Public Financing 2.0?

Last week House Minority Leader Nancy Pelosi and Congressman Paul Sarbanes published an op-ed in the Washington Post discussing H.R. 20, the Government by the People Act. The bill seeks to balance the effect of Citizens United, which according to the op-ed “shook the foundation of our democracy.” The Act would provide:

  • A refundable $50 tax credit;
  • Establish a public matching fund which candidates would be eligible for if they agree to a limit on large donations and demonstrate broad based support from a network of small-dollar contributors; and
  • Provide candidates with an opportunity to earn additional resources in the homestretch of a campaign.

 

 

Candidates for the House of Representatives and Delegate or Resident Commissioner are eligible for these funds.
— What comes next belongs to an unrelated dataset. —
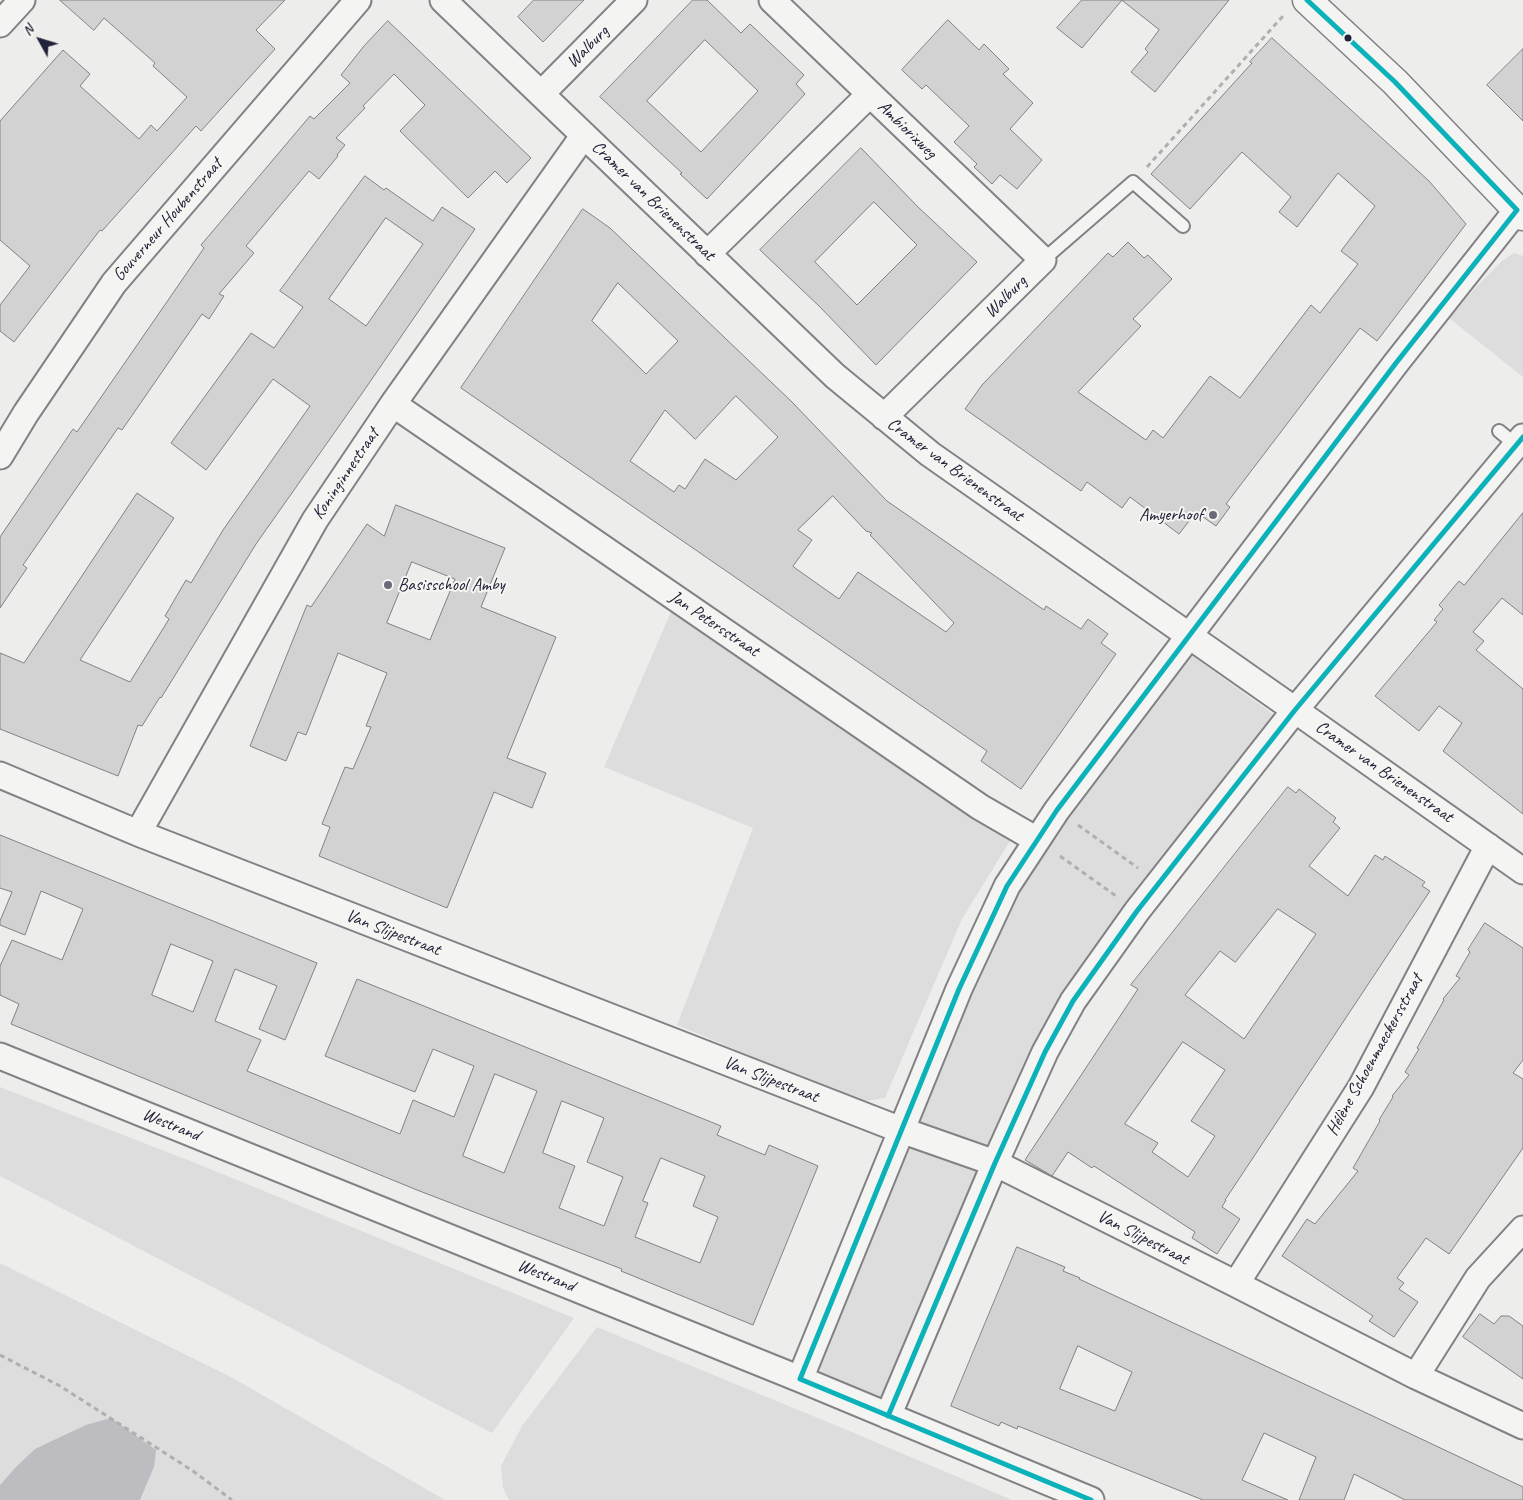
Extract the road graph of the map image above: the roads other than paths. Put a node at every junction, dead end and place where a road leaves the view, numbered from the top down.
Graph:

If this sounds eerily familiar, that’s because it is essentially an expanded version of the matching public financing for presidential campaigns. The fund attracted neither Mitt Romney nor Barack Obama in 2012. President Obama also did not accept the funds in 2008, after saying that he would pursue them. This is also the same funding system of which eight bills were introduced in the 113th Congress to either terminate all or parts of this program.

 

Pelosi and Sarbanes fail to mention that Citizens United actually expandsfree speech and allows dark horse candidates essentially the same chance these public funds would by allowing more open speech. Republicans have put forth a number of bills seeking to end the program which Democrats have rebuffed even though President Obama has balked at taking these funds in both elections. Instead of seeking to expand this funding, the Democrats should vote to end the existing program.